-- Input follows --

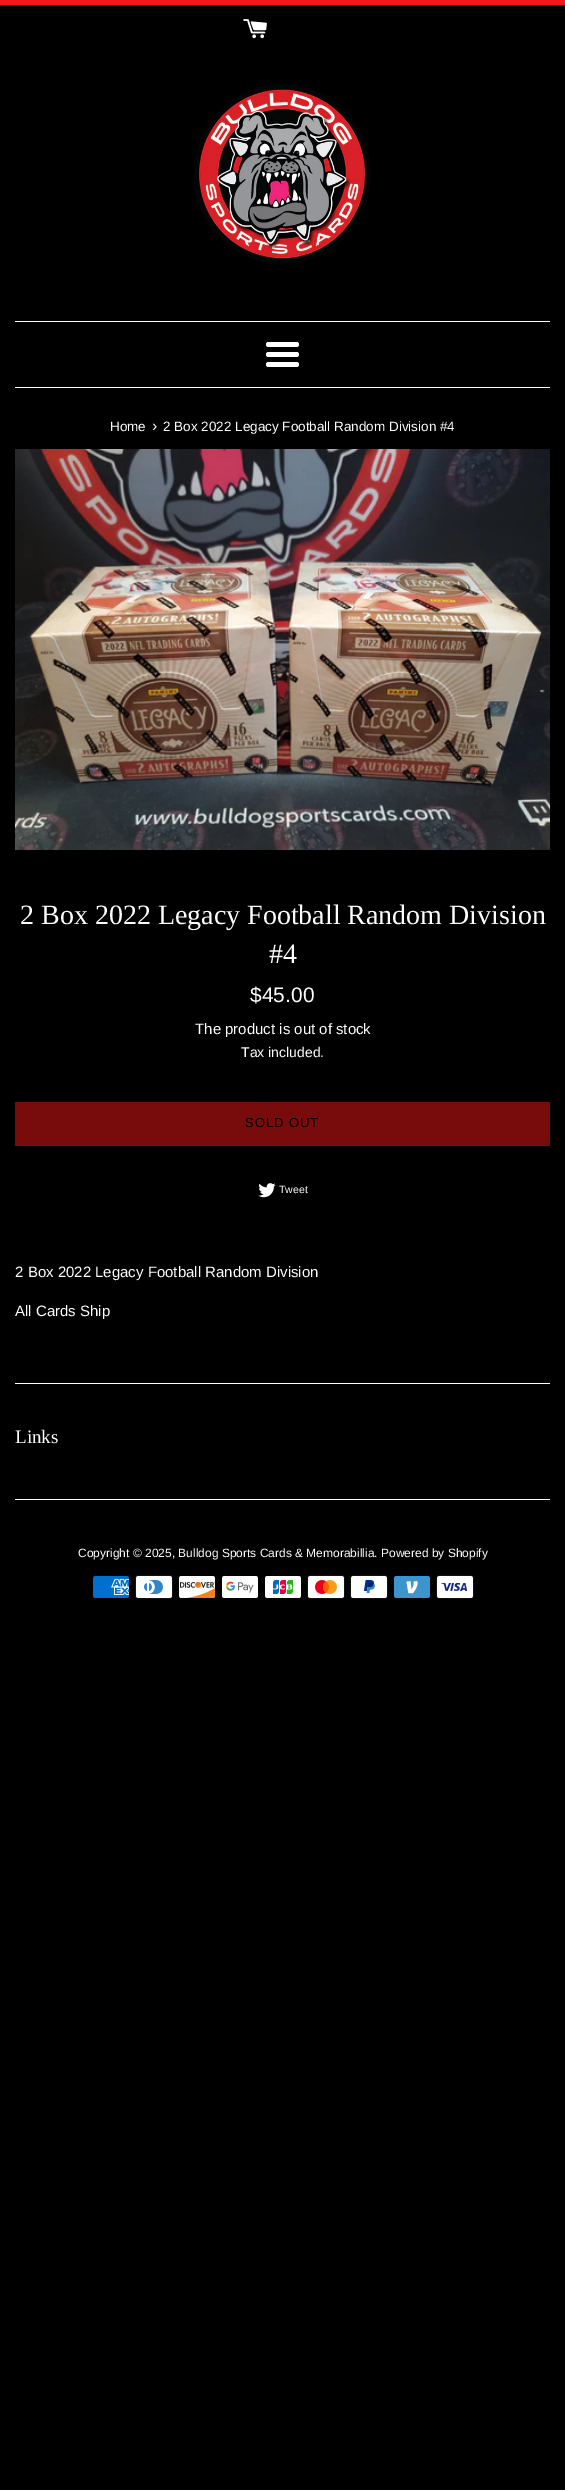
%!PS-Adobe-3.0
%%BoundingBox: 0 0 565 2490
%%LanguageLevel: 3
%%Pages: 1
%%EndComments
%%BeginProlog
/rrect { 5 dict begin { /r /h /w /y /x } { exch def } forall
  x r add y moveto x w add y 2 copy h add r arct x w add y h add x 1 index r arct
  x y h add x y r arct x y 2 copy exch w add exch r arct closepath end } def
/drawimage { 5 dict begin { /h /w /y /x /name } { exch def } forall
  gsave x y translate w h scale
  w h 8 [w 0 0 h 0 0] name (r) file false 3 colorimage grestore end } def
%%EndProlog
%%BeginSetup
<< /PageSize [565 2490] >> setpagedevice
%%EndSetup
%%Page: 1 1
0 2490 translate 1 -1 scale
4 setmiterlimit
0 setgray
0 0 565 2490 rectfill
0.941 0.094 0.094 setrgbcolor
0 0 565 5 rectfill
(images/1.raw) 243 19 24 20 drawimage
(images/2.raw) 194 84 177 180 drawimage
1 setgray
15 321 535 1 rectfill
266 342 33 5 2.5 rrect fill
266 352 33 5 2.5 rrect fill
266 362 33 5 2.5 rrect fill
15 387 535 1 rectfill
(images/3.raw) 15 449 535 401 drawimage
0.471 0.047 0.047 setrgbcolor
15 1102 535 44 rectfill
(images/4.raw) 258 1183 18 15 drawimage
1 setgray
15 1383 535 1 rectfill
15 1499 535 1 rectfill
(images/5.raw) 93 1576 36 22 drawimage
(images/6.raw) 135 1575 38 24 drawimage
(images/7.raw) 179 1576 37 22 drawimage
(images/8.raw) 222 1576 36 22 drawimage
(images/9.raw) 265 1576 36 22 drawimage
(images/10.raw) 307 1575 38 24 drawimage
(images/11.raw) 350 1575 38 24 drawimage
(images/12.raw) 394 1576 36 22 drawimage
(images/13.raw) 436 1575 38 24 drawimage
/LiberationSans-Regular [13.5 0 0 -13.5 0 0] selectfont
110 431 moveto (Home) show
/LiberationSans-Regular [16 0 0 -16 0 0] selectfont
152 431 moveto (›) show
/LiberationSans-Regular [13.5 0 0 -13.5 0 0] selectfont
163 431 moveto (2 Box 2022 Legacy Football Random Division #4) show
/LiberationSerif-Regular [28 0 0 -28 0 0] selectfont
20 924 moveto (2 Box 2022 Legacy Football Random Division) show
269 963 moveto (#4) show
/LiberationSans-Regular [21 0 0 -21 0 0] selectfont
250 1002 moveto ($45.00) show
/LiberationSans-Regular [15 0 0 -15 0 0] selectfont
195 1034 moveto (The product is out of stock) show
/LiberationSans-Regular [14 0 0 -14 0 0] selectfont
241 1057 moveto (Tax included.) show
/LiberationSans-Regular [13 0 0 -13 0 0] selectfont
0 setgray
245 1127 moveto 1 0 (SOLD OUT) ashow
/LiberationSans-Regular [10.5 0 0 -10.5 0 0] selectfont
1 setgray
279 1193 moveto (Tweet) show
/LiberationSans-Regular [15 0 0 -15 0 0] selectfont
15 1277 moveto (2 Box 2022 Legacy Football Random Division) show
15 1316 moveto (All Cards Ship) show
/LiberationSerif-Regular [19 0 0 -19 0 0] selectfont
15 1443 moveto (Links) show
/LiberationSans-Regular [12 0 0 -12 0 0] selectfont
78 1557 moveto (Copyright © 2025, Bulldog Sports Cards & Memorabillia. Powered by Shopify) show
showpage
%%EOF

-- Input concluded --

### Task to complete
Write out the lines of the entries above exactly, beginning with the first and ending with the line that contains "x y h add x". No picture goes in.

### Task response
%!PS-Adobe-3.0
%%BoundingBox: 0 0 565 2490
%%LanguageLevel: 3
%%Pages: 1
%%EndComments
%%BeginProlog
/rrect { 5 dict begin { /r /h /w /y /x } { exch def } forall
  x r add y moveto x w add y 2 copy h add r arct x w add y h add x 1 index r arct
  x y h add x y r arct x y 2 copy exch w add exch r arct closepath end } def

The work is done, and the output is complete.